雑誌会に向けて

つくばから札幌への帰還後、私に休息は許されなかった。1週間後に控える雑誌会の準備が、論文選びの段階から手つかずのまま残されていたのだ。選んだ論文があまりに大部で消化不良を起こし、別の論文を一から読み直す羽目になった。発表まで残り5日という切迫した状況で、ようやく扱う論文が定まった。
本来なら、つくば出張からの帰還後、心身を休ませたかった。しかし、そんな贅沢は許されず、目の色を変えてスライド作成に没頭した。前日になってようやく資料が完成し、発表練習に励んだ末、本番を何とか乗り切った。
学会発表へ

しかし、これで一息つける状況ではなかった。雑誌会からわずか1週間後には、日本の電池業界最大の学会での口頭発表が控えていた。幸いにもスライドは既に用意されており、研究室内での発表練習での指摘を反映して微調整を重ねた。
15分間の口頭発表は無事に終え、質疑応答では密かに憧れていた研究者から2つの質問を頂戴した。そして最後に「とても面白い研究でした。今後も頑張ってください!」という言葉を贈られた。私は思わず「はいっ!」と元気よく返事をしてしまった。もしかしたら社交辞令だったかもしれない。しかし、自分の研究を「面白い」と評価されたのは初めての経験で、他者にも面白さが伝わったことに心から喜びを感じた。
博士進学フェローシップ申し込み

学会発表の3日前、研究室でスライド作成に没頭していた私のもとに、指導教員が突然現れた。「かめ、ちょっと来て!」という慌ただしい呼び出しに、何か不手際があったのかと不安が過ぎった。
教員室では同期のM1も呼ばれていた。そこで博士課程進学者向けのフェローシップの存在を知らされた。私たち二人のD進後の生活を支援する貴重なチャンスだったが、驚くべきことに締め切りまでわずか3日しかなかった。
A4用紙5枚分の申請書作成は、学振DC1に匹敵する労力を要する作業だった。博士課程での研究計画や社会へのインパクトなど、綿密な記述が求められた。締め切りに間に合うかという不安が頭をよぎった。だが、この機会を逃すわけにはいかなかった。

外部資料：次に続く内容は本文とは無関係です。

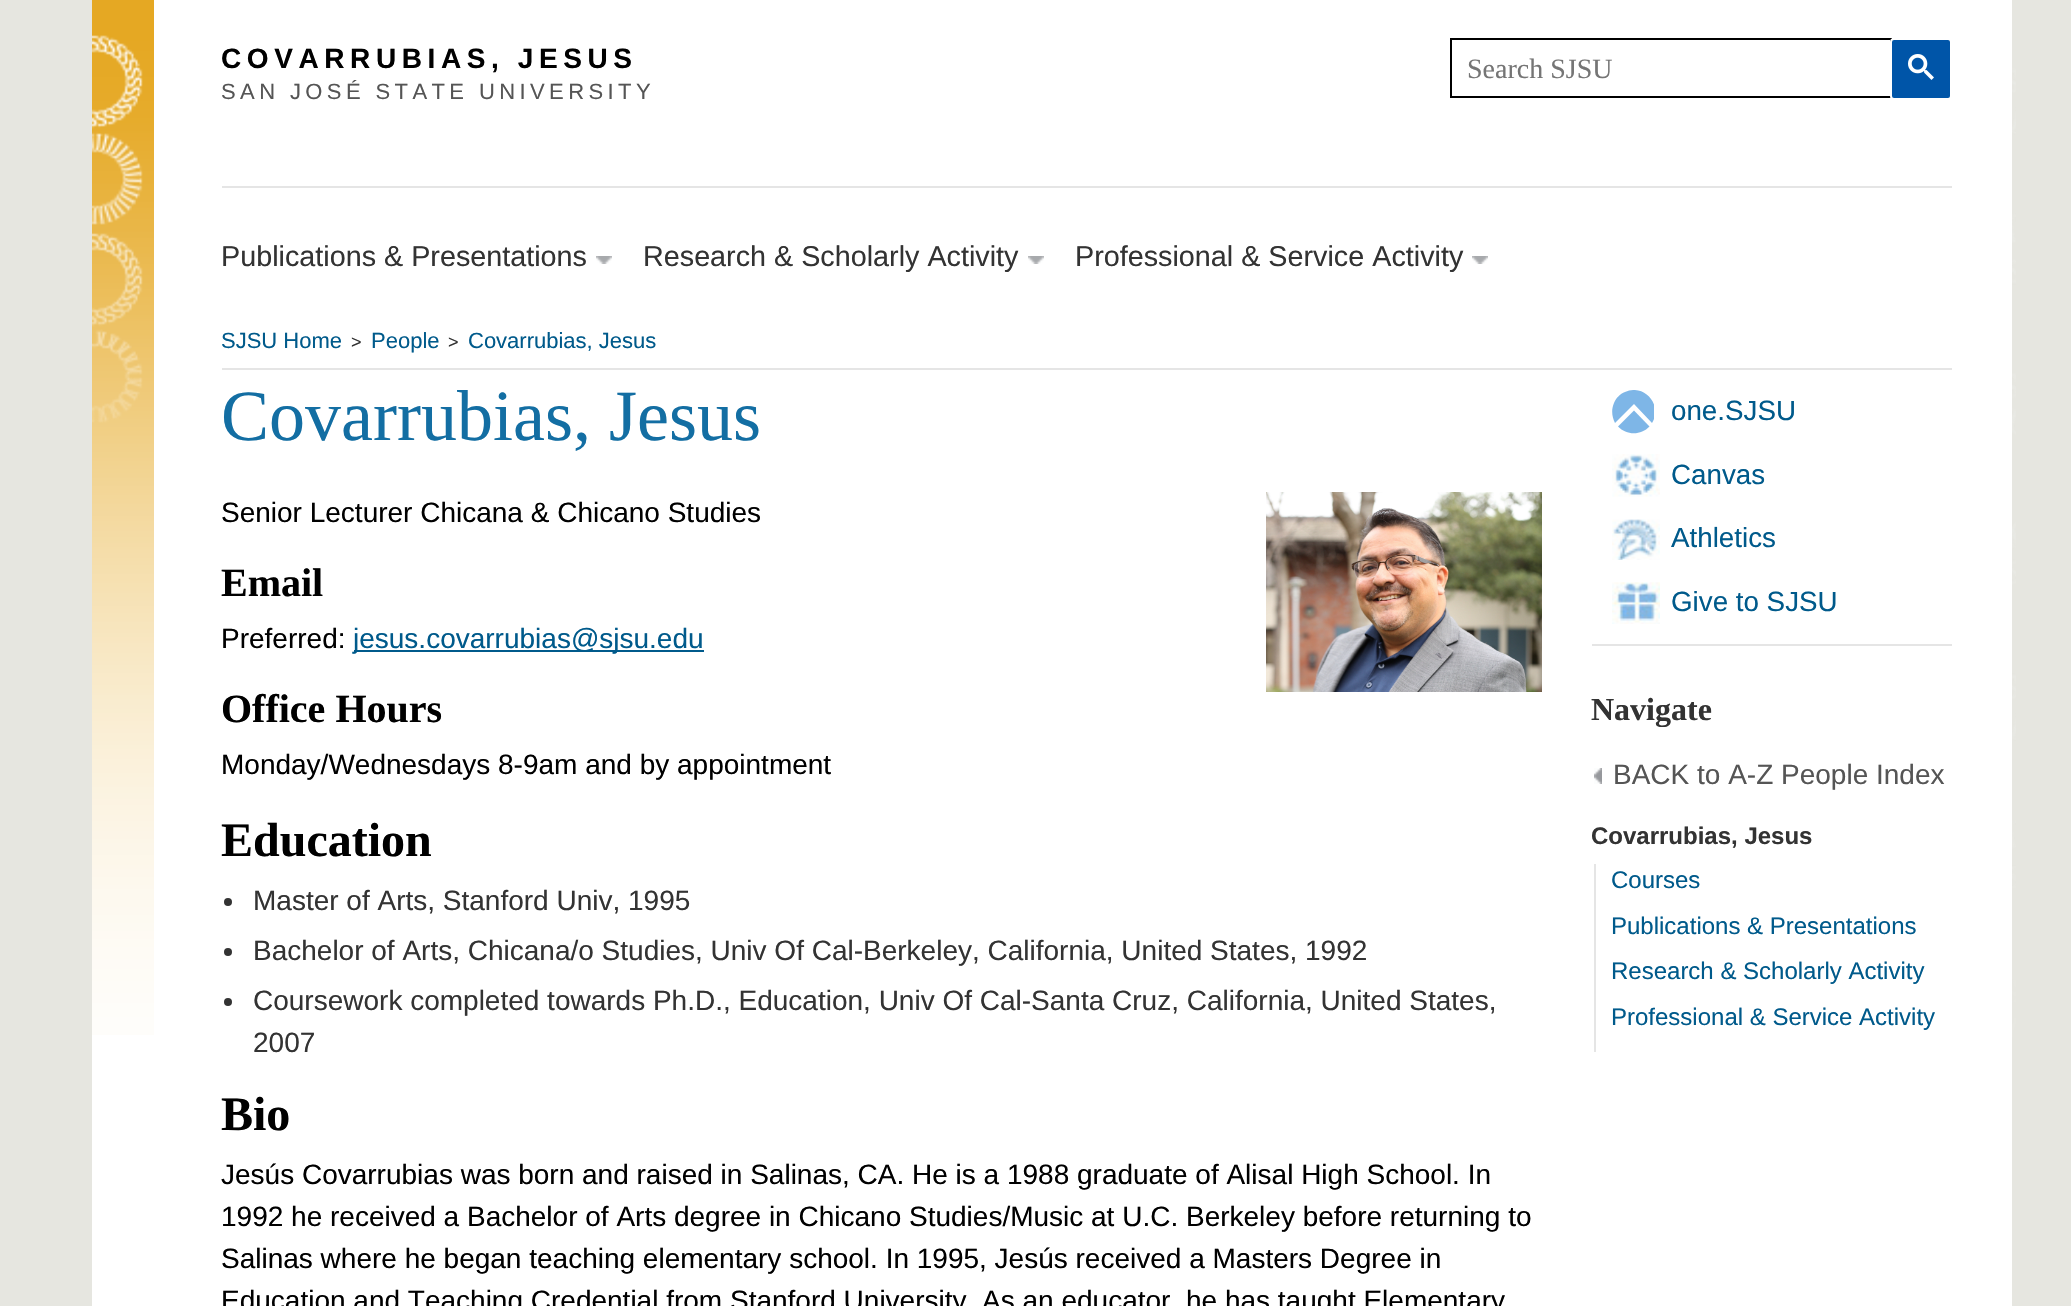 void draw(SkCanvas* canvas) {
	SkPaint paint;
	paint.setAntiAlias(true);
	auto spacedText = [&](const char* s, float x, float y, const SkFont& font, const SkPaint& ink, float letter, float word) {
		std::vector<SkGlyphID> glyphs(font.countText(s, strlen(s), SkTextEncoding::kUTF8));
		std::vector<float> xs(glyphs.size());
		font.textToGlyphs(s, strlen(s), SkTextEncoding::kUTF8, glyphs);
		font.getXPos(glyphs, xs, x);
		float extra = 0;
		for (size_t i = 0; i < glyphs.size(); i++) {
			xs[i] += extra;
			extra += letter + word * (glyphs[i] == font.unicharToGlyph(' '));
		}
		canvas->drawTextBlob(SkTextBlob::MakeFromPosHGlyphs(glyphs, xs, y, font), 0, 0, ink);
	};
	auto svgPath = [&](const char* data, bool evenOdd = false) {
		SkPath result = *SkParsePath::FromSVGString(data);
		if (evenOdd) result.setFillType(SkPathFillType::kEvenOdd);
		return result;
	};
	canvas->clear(0xffe6e6e0);
	canvas->drawImageRect(SkImages::DeferredFromEncodedData(SkData::MakeFromFileName("img1.png")), SkRect::MakeXYWH(2012, 68, 4, 974), SkSamplingOptions());
	paint.setColor(0xffffffff);
	canvas->drawRect(SkRect::MakeXYWH(92, 0, 1920, 1306), paint);
	canvas->drawImageRect(SkImages::DeferredFromEncodedData(SkData::MakeFromFileName("img2.png")), SkRect::MakeXYWH(92, 0, 62, 1035), SkSamplingOptions());
	SkFont f1(fontMgr->matchFamilyStyle("Liberation Sans", SkFontStyle::Bold()), 28);
	f1.setSubpixel(true);
	paint.setColor(0xff000000);
	spacedText("COVARRUBIAS, JESUS", 221, 68, f1, paint, 5.6, 0);
	SkFont f2(fontMgr->matchFamilyStyle("Liberation Sans", SkFontStyle::Normal()), 22);
	f2.setSubpixel(true);
	paint.setColor(0xff555555);
	spacedText("SAN JOSÉ STATE UNIVERSITY", 221, 99, f2, paint, 4.4, 0);
	paint.setStroke(true);
	paint.setStrokeWidth(2);
	paint.setColor(0xff000000);
	canvas->drawRect(SkRect::MakeXYWH(1451, 39, 440, 58), paint);
	SkFont f3(fontMgr->matchFamilyStyle("Liberation Serif", SkFontStyle::Normal()), 28);
	f3.setSubpixel(true);
	paint.setStroke(false);
	paint.setColor(0xff757575);
	canvas->drawString("Search SJSU", 1467, 78, f3, paint);
	paint.setColor(0xff0055a8);
	canvas->drawRoundRect(SkRect::MakeXYWH(1891, 39, 60, 60), 3, 3, paint);
	paint.setStroke(true);
	paint.setColor(0xffffffff);
	canvas->drawRoundRect(SkRect::MakeXYWH(1891, 39, 60, 60), 3, 3, paint);
	canvas->drawImageRect(SkImages::DeferredFromEncodedData(SkData::MakeFromFileName("img3.png")), SkRect::MakeXYWH(1908, 54, 26, 26), SkSamplingOptions());
	paint.setStroke(false);
	paint.setColor(0xffe5e5e5);
	canvas->drawRect(SkRect::MakeXYWH(222, 186, 1730, 2), paint);
	SkFont f4(fontMgr->matchFamilyStyle("Liberation Sans", SkFontStyle::Normal()), 28.75);
	f4.setSubpixel(true);
	paint.setColor(0xff333333);
	canvas->drawString("Publications & Presentations", 221, 266, f4, paint);
	canvas->drawImageRect(SkImages::DeferredFromEncodedData(SkData::MakeFromFileName("img4.png")), SkRect::MakeXYWH(596, 256, 16, 8), SkSamplingOptions());
	canvas->drawString("Research & Scholarly Activity", 643, 266, f4, paint);
	canvas->drawImageRect(SkImages::DeferredFromEncodedData(SkData::MakeFromFileName("img4.png")), SkRect::MakeXYWH(1028, 256, 16, 8), SkSamplingOptions());
	canvas->drawString("Professional & Service Activity", 1075, 266, f4, paint);
	canvas->drawImageRect(SkImages::DeferredFromEncodedData(SkData::MakeFromFileName("img4.png")), SkRect::MakeXYWH(1472, 256, 16, 8), SkSamplingOptions());
	paint.setColor(0xffe5e5e5);
	canvas->drawRect(SkRect::MakeXYWH(222, 368, 1730, 2), paint);
	paint.setColor(0xff005a8b);
	canvas->drawString("SJSU Home", 221, 348, f2, paint);
	SkFont f5(fontMgr->matchFamilyStyle("Liberation Sans", SkFontStyle::Normal()), 18);
	f5.setSubpixel(true);
	paint.setColor(0xff333333);
	canvas->drawString(">", 351, 348, f5, paint);
	paint.setColor(0xff005a8b);
	canvas->drawString("People", 371, 348, f2, paint);
	paint.setColor(0xff333333);
	canvas->drawString(">", 448, 348, f5, paint);
	paint.setColor(0xff005a8b);
	canvas->drawString("Covarrubias, Jesus", 468, 348, f2, paint);
	SkFont f6(fontMgr->matchFamilyStyle("Liberation Serif", SkFontStyle::Normal()), 72);
	f6.setSubpixel(true);
	paint.setColor(0xff136ea3);
	canvas->drawString("Covarrubias, Jesus", 221, 440, f6, paint);
	paint.setColor(0xffe5e5e5);
	canvas->drawRect(SkRect::MakeXYWH(1592, 644, 360, 2), paint);
	canvas->save();
	canvas->clipRect(SkRect::MakeXYWH(1612, 390, 42, 44));
	paint.setColor(0xff7eb6e7);
	canvas->drawPath(svgPath("M1634 404L1652 423C1663 406 1645 383 1625 392C1620 394 1616 398 1614 403C1611 410 1612 417 1615 423Z"), paint);
	canvas->restore();
	canvas->drawPath(svgPath("M1634 410.5L1618 426.5C1626.5 435.5 1641 435.5 1649.5 426.5Z"), paint);
	SkFont f7(fontMgr->matchFamilyStyle("Liberation Sans", SkFontStyle::Normal()), 27.75);
	f7.setSubpixel(true);
	paint.setColor(0xff005a8b);
	canvas->drawString("one.SJSU", 1671, 420, f7, paint);
	canvas->drawImageRect(SkImages::DeferredFromEncodedData(SkData::MakeFromFileName("img5.png")), SkRect::MakeXYWH(1612, 454, 48, 43), SkSamplingOptions());
	canvas->drawString("Canvas", 1671, 484, f7, paint);
	canvas->drawImageRect(SkImages::DeferredFromEncodedData(SkData::MakeFromFileName("img6.png")), SkRect::MakeXYWH(1612, 519, 48, 41), SkSamplingOptions());
	canvas->drawString("Athletics", 1671, 547, f7, paint);
	canvas->drawImageRect(SkImages::DeferredFromEncodedData(SkData::MakeFromFileName("img7.png")), SkRect::MakeXYWH(1612, 582, 48, 42), SkSamplingOptions());
	canvas->drawString("Give to SJSU", 1671, 611, f7, paint);
	SkFont f8(fontMgr->matchFamilyStyle("Liberation Serif", SkFontStyle::Bold()), 32);
	f8.setSubpixel(true);
	paint.setColor(0xff333333);
	canvas->drawString("Navigate", 1591, 720, f8, paint);
	canvas->drawImageRect(SkImages::DeferredFromEncodedData(SkData::MakeFromFileName("img8.png")), SkRect::MakeXYWH(1594, 768, 8, 16), SkSamplingOptions());
	SkFont f9(fontMgr->matchFamilyStyle("Liberation Sans", SkFontStyle::Normal()), 28);
	f9.setSubpixel(true);
	paint.setColor(0xff555555);
	canvas->drawString("BACK to A-Z People Index", 1613, 784, f9, paint);
	SkFont f10(fontMgr->matchFamilyStyle("Liberation Sans", SkFontStyle::Bold()), 24);
	f10.setSubpixel(true);
	paint.setColor(0xff333333);
	canvas->drawString("Covarrubias, Jesus", 1591, 844, f10, paint);
	paint.setColor(0xffe5e5e5);
	canvas->drawRect(SkRect::MakeXYWH(1594, 864, 2, 188), paint);
	SkFont f11(fontMgr->matchFamilyStyle("Liberation Sans", SkFontStyle::Normal()), 24);
	f11.setSubpixel(true);
	paint.setColor(0xff005a8b);
	canvas->drawString("Courses", 1611, 888, f11, paint);
	canvas->drawString("Publications & Presentations", 1611, 934, f11, paint);
	canvas->drawString("Research & Scholarly Activity", 1611, 979, f11, paint);
	canvas->drawString("Professional & Service Activity", 1611, 1025, f11, paint);
	paint.setColor(0xff000000);
	canvas->drawString("Senior Lecturer Chicana & Chicano Studies", 221, 522, f9, paint);
	canvas->drawImageRect(SkImages::DeferredFromEncodedData(SkData::MakeFromFileName("img9.png")), SkRect::MakeXYWH(1266, 492, 276, 200), SkSamplingOptions());
	SkFont f12(fontMgr->matchFamilyStyle("Liberation Serif", SkFontStyle::Bold()), 40);
	f12.setSubpixel(true);
	canvas->drawString("Email", 221, 596, f12, paint);
	canvas->drawString("Preferred:", 221, 648, f9, paint);
	paint.setColor(0xff005a8b);
	canvas->drawRect(SkRect::MakeXYWH(354, 650, 350, 2), paint);
	canvas->drawString("jesus.covarrubias@sjsu.edu", 353, 648, f9, paint);
	paint.setColor(0xff000000);
	canvas->drawString("Office Hours", 221, 722, f12, paint);
	canvas->drawString("Monday/Wednesdays 8-9am and by appointment", 221, 774, f9, paint);
	SkFont f13(fontMgr->matchFamilyStyle("Liberation Serif", SkFontStyle::Bold()), 48);
	f13.setSubpixel(true);
	canvas->drawString("Education", 221, 856, f13, paint);
	paint.setColor(0xff333333);
	canvas->drawCircle(228, 902, 4, paint);
	canvas->drawString("Master of Arts, Stanford Univ, 1995", 253, 910, f9, paint);
	canvas->drawCircle(228, 952, 4, paint);
	canvas->drawString("Bachelor of Arts, Chicana/o Studies, Univ Of Cal-Berkeley, California, United States, 1992", 253, 960, f9, paint);
	canvas->drawCircle(228, 1002, 4, paint);
	canvas->drawString("Coursework completed towards Ph.D., Education, Univ Of Cal-Santa Cruz, California, United States,", 253, 1010, f9, paint);
	canvas->drawString("2007", 253, 1052, f9, paint);
	paint.setColor(0xff000000);
	canvas->drawString("Bio", 221, 1130, f13, paint);
	canvas->drawString("Jesús Covarrubias was born and raised in Salinas, CA. He is a 1988 graduate of Alisal High School. In", 221, 1184, f9, paint);
	canvas->drawString("1992 he received a Bachelor of Arts degree in Chicano Studies/Music at U.C. Berkeley before returning to", 221, 1226, f9, paint);
	canvas->drawString("Salinas where he began teaching elementary school. In 1995, Jesús received a Masters Degree in", 221, 1268, f9, paint);
	canvas->drawString("Education and Teaching Credential from Stanford University. As an educator, he has taught Elementary", 221, 1310, f9, paint);
}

「絶対に間に合わせます!」と即答した。
3日間、朝8時から夜21時まで研究室に籠って作業を続けた。研究のビジョンについては日頃から考えを温めていたため、研究計画は比較的スムーズに執筆できた。むしろ苦心したのは「研究遂行力の自己分析」という項目。記述の適切な深さを見極めるのに苦労した。締め切り5時間前に申請書が完成し、指導教員の添削を経て、推薦書と共に大学事務局へ提出した。採択結果は翌月に通知されるとのこと。私は採択を祈りながら、次なる挑戦への準備を始めた。